Tracking your waste will help with your food budget and keep that unused food from creating methane later.
Store Food Properly
Some fruits emit ethylene, an odorless gas that will accelerate the ripening and spoiling of many other fruits and vegetables. Keep those items separated in your fridge to prevent waste. Gassy fruits include apples, melons, and most stone fruits such as peaches and plums. Also remember many fruits, including avocados, pears, and tomatoes, should be kept at room temperature and in sight where you won’t forget to consume them right away.

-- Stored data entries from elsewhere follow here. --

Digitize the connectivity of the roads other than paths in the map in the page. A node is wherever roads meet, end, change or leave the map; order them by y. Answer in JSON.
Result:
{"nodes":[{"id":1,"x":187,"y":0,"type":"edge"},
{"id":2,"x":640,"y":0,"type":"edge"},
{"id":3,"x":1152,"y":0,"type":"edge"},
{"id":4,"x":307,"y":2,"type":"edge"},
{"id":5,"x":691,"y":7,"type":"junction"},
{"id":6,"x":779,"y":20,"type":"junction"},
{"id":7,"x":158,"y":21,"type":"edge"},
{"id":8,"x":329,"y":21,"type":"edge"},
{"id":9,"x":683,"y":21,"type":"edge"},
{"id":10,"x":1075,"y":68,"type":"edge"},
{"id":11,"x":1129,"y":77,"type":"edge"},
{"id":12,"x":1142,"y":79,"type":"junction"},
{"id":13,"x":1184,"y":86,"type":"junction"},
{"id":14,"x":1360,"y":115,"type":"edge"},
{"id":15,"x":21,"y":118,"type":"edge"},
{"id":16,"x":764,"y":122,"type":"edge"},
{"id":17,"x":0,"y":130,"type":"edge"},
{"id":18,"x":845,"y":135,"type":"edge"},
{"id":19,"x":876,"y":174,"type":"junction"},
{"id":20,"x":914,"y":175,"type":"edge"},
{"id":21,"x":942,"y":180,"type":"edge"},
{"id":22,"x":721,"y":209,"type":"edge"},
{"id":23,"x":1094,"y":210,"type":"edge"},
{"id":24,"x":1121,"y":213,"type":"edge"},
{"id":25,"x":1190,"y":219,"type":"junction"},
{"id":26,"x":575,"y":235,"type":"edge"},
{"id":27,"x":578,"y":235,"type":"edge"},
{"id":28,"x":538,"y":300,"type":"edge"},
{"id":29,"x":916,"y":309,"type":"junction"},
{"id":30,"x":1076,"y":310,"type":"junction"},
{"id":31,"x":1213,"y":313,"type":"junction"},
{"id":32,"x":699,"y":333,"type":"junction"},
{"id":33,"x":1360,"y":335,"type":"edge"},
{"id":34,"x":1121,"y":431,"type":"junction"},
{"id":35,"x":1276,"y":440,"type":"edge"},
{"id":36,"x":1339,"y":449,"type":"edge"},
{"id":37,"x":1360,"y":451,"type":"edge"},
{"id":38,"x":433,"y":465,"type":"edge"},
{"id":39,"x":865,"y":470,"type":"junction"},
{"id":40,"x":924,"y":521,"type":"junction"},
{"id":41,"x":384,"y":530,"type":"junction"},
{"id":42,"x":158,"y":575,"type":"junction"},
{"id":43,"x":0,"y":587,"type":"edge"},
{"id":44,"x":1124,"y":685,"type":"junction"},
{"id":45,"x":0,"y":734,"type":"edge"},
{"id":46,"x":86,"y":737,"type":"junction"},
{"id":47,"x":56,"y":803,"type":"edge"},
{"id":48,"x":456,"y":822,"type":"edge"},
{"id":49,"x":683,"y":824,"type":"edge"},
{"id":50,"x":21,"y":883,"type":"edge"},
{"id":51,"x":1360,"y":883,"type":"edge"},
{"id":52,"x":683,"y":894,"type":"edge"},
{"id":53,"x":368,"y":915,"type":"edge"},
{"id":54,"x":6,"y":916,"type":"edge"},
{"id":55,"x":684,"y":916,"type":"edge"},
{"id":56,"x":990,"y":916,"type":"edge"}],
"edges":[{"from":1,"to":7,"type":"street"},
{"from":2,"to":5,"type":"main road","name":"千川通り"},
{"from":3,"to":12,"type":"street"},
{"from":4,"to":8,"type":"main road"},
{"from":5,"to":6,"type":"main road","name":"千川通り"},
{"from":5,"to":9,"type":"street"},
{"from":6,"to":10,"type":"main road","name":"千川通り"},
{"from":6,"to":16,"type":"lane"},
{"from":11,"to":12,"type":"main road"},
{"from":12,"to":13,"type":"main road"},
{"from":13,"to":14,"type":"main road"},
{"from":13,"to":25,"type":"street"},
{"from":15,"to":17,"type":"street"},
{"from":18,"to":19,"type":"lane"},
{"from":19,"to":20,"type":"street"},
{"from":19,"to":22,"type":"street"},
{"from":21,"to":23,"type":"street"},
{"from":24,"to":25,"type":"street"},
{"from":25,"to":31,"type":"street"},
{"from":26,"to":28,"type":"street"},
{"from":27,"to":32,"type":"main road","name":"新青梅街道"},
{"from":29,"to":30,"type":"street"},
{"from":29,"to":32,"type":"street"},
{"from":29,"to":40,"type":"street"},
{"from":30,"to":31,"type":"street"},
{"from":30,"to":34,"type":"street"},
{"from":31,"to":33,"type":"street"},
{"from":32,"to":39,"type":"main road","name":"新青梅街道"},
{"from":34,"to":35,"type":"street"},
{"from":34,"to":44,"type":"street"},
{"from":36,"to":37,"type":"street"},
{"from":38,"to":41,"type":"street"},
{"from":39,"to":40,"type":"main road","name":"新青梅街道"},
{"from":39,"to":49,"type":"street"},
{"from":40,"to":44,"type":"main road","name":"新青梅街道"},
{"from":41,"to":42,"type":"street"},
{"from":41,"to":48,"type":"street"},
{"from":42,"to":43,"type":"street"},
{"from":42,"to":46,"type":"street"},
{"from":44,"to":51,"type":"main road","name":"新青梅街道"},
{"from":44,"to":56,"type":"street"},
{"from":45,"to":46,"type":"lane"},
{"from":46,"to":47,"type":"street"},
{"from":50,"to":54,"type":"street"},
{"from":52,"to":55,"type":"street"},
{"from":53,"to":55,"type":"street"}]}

If you shop at Fifth Season, you will know that we have all the tools for preserving your harvest. This includes canning supplies, as well as pickling and fermenting options. Don’t throw out that harvest you worked so hard to grow or shopped for at the farmers market, store it and preserve it properly to avoid wasting all that nutrition. You can even make wine with those grapes. We have the kits!
Grow Your Own
More and more of us are feeling the urge to grow our own food, know the source of the nutrition we put into our bodies, reducing the footprint that mass food production creates. What in this world is better than walking out into your own backyard on a cool summer morning and seeing those seedlings you nurtured producing a ripe red tomato that you will enjoy with your lunch that day. If you grow what you need for yourself and your family, there will be much less food waste. You worked hard for that food, you for darn sure aren’t going to let it go to waste!
Make Smarter Choices
We as consumers can make smarter choices to reduce the impact of food waste by not overbuying in the grocery store, managing portion sizes, supporting industries that address this issue, including your local grocers and restaurants and garden centers, and basically thinking about the food you consume, where it comes from, what it takes to get that food to you, and respecting the finite resources of our planet.